J’aimerais évoquer un paradoxe. Sur les podiums des défilés de mode, on nous présente des mannequins filiformes, voire n’ayant que la peau sur les os, comme dans la dernière campagne de marc Jocobs. Mais au cinema ou dans les clips, les femmes à l’honneur sont plutôt bien en chair. Je pense à Laetitia Casta ou Rihanna…Est ce le signe d’un futur retournement de tendance?

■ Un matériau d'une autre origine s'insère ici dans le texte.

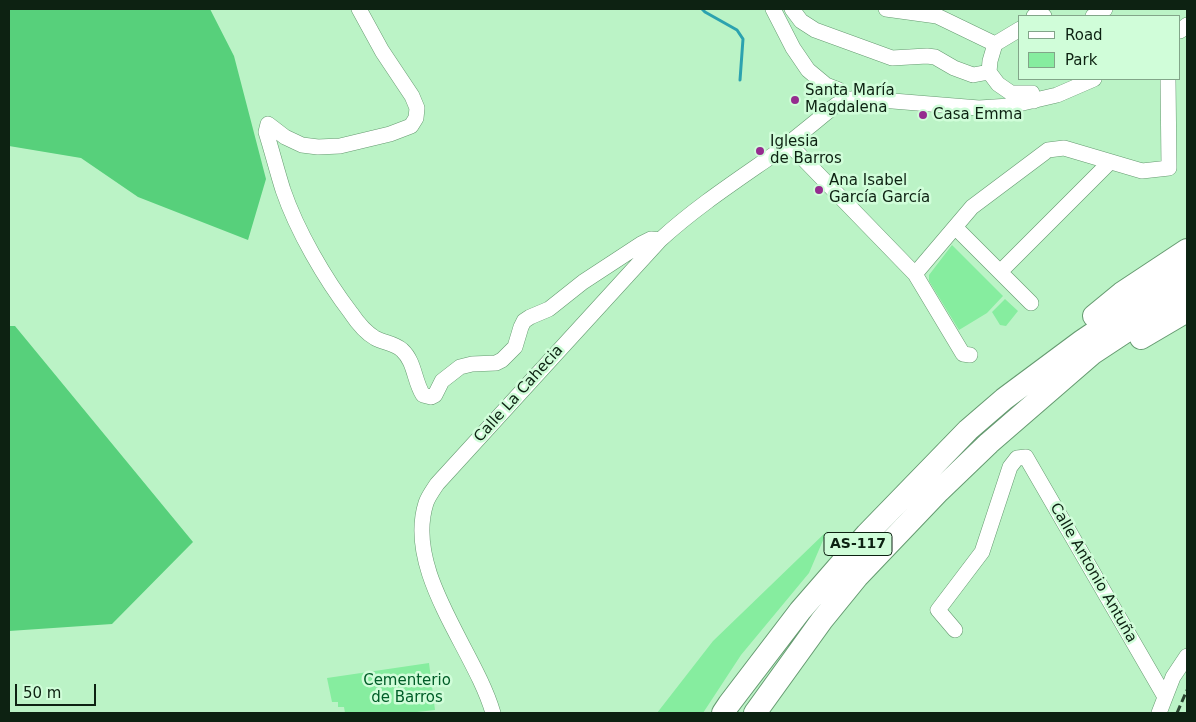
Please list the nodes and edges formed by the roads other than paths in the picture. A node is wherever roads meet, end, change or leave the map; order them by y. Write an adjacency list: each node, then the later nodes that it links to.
1 (359, 9): 15 (street)
2 (774, 9): 10 (street)
3 (792, 9): 7 (street)
4 (886, 9): 6 (street)
5 (1017, 35): 6 (street)
6 (995, 44): 7 (street)
7 (989, 72): 11 (street)
8 (1092, 80): 11 (street)
9 (1168, 80): 13 (street)
10 (846, 100): 11 (street); 12 (street, Calle La Cahecia)
11 (1034, 101)
12 (788, 143): 15 (street, Calle La Cahecia); 19 (street)
13 (1110, 162): 14 (street); 18 (street)
14 (955, 227): 18 (street); 19 (street)
15 (660, 240): 30 (street, Calle La Cahecia)
16 (1187, 250): 24 (highway)
17 (1187, 270): 24 (highway, AS-117)
18 (1000, 272): 21 (street)
19 (915, 274): 23 (street)
20 (1187, 291): 25 (highway, AS-117)
21 (1031, 303)
22 (1187, 311): 25 (highway)
23 (970, 355)
24 (1004, 399): 29 (highway, AS-117)
25 (1026, 411): 31 (highway, AS-117)
26 (955, 630): 28 (street, Calle Antonio Antuña)
27 (1187, 656): 28 (street)
28 (1164, 697): 32 (street)
29 (724, 710)
30 (493, 713)
31 (755, 713)
32 (1159, 713)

EK : Cela me semble une évidence. En France en 2011, plus de mille glutéoplasties ont été pratiquées [ opération de chirurgie esthétique qui vise à augmenter le volume des fesses, ndlr]. Un chiffre particulièrement édifiant. Les modèles corporels latino-américains et africains, avec leurs rondeurs, sont en effet entrain de devenir une vrai tendance, les normes féminines sont clairement en train de se transformer. Je pense que l’on va vers une plus grande acceptation du corps tel qu’il est. La plupart des femmes lisent peu de magazines féminins ; elles regardent plutôt la télé, les clips musicaux, lisent la presse people mettent en vedette chanteuse et héroïnes de téléréalité, plutôt rondes pour la plupart. Ce sont donc à ces modèles-là qu’elles sont confrontées et qui les imprègnent. Les mannequins fil de fer de Marc Jacobs sont dans Elle et Marie -Claire. Et ces images-là ne touchent qu’un petit nombre de femmes, appartenant à un microcosme.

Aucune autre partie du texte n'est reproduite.